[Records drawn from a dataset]
==============================
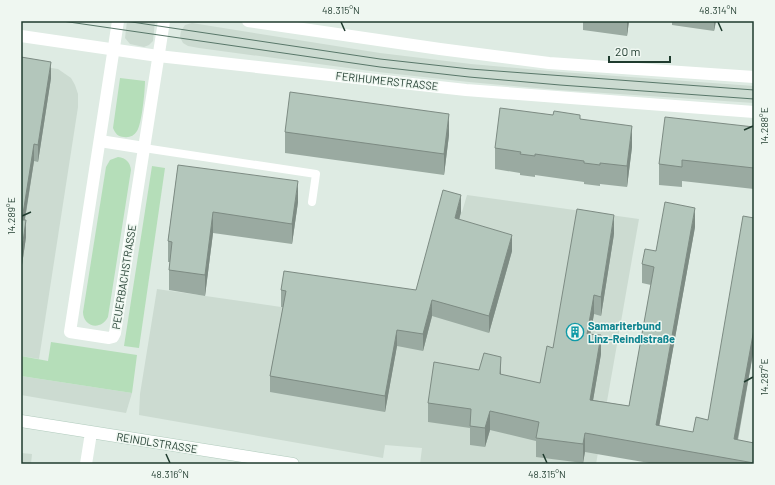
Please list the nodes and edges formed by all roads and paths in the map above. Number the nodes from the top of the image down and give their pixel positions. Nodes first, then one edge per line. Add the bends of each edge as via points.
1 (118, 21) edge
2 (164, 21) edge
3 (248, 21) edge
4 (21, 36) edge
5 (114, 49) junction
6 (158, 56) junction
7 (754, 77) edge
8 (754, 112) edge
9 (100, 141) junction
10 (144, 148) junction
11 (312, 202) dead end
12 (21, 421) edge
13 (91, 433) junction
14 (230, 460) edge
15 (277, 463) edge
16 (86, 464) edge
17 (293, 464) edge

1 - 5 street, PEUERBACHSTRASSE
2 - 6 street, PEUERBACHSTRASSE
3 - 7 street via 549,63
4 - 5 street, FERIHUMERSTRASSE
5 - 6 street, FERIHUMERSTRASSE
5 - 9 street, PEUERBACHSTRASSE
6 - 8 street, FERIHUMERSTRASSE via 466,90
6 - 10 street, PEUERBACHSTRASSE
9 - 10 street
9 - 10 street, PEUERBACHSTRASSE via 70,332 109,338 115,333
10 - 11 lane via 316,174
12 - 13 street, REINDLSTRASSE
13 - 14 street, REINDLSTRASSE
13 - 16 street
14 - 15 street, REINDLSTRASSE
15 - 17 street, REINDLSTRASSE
==============================
= PROBLEM =
Could all the data above be given again exactly, leaving out its images?

= RESPONSE =
Please list the nodes and edges formed by all roads and paths in the map above. Number the nodes from the top of the image down and give their pixel positions. Nodes first, then one edge per line. Add the bends of each edge as via points.
1 (118, 21) edge
2 (164, 21) edge
3 (248, 21) edge
4 (21, 36) edge
5 (114, 49) junction
6 (158, 56) junction
7 (754, 77) edge
8 (754, 112) edge
9 (100, 141) junction
10 (144, 148) junction
11 (312, 202) dead end
12 (21, 421) edge
13 (91, 433) junction
14 (230, 460) edge
15 (277, 463) edge
16 (86, 464) edge
17 (293, 464) edge

1 - 5 street, PEUERBACHSTRASSE
2 - 6 street, PEUERBACHSTRASSE
3 - 7 street via 549,63
4 - 5 street, FERIHUMERSTRASSE
5 - 6 street, FERIHUMERSTRASSE
5 - 9 street, PEUERBACHSTRASSE
6 - 8 street, FERIHUMERSTRASSE via 466,90
6 - 10 street, PEUERBACHSTRASSE
9 - 10 street
9 - 10 street, PEUERBACHSTRASSE via 70,332 109,338 115,333
10 - 11 lane via 316,174
12 - 13 street, REINDLSTRASSE
13 - 14 street, REINDLSTRASSE
13 - 16 street
14 - 15 street, REINDLSTRASSE
15 - 17 street, REINDLSTRASSE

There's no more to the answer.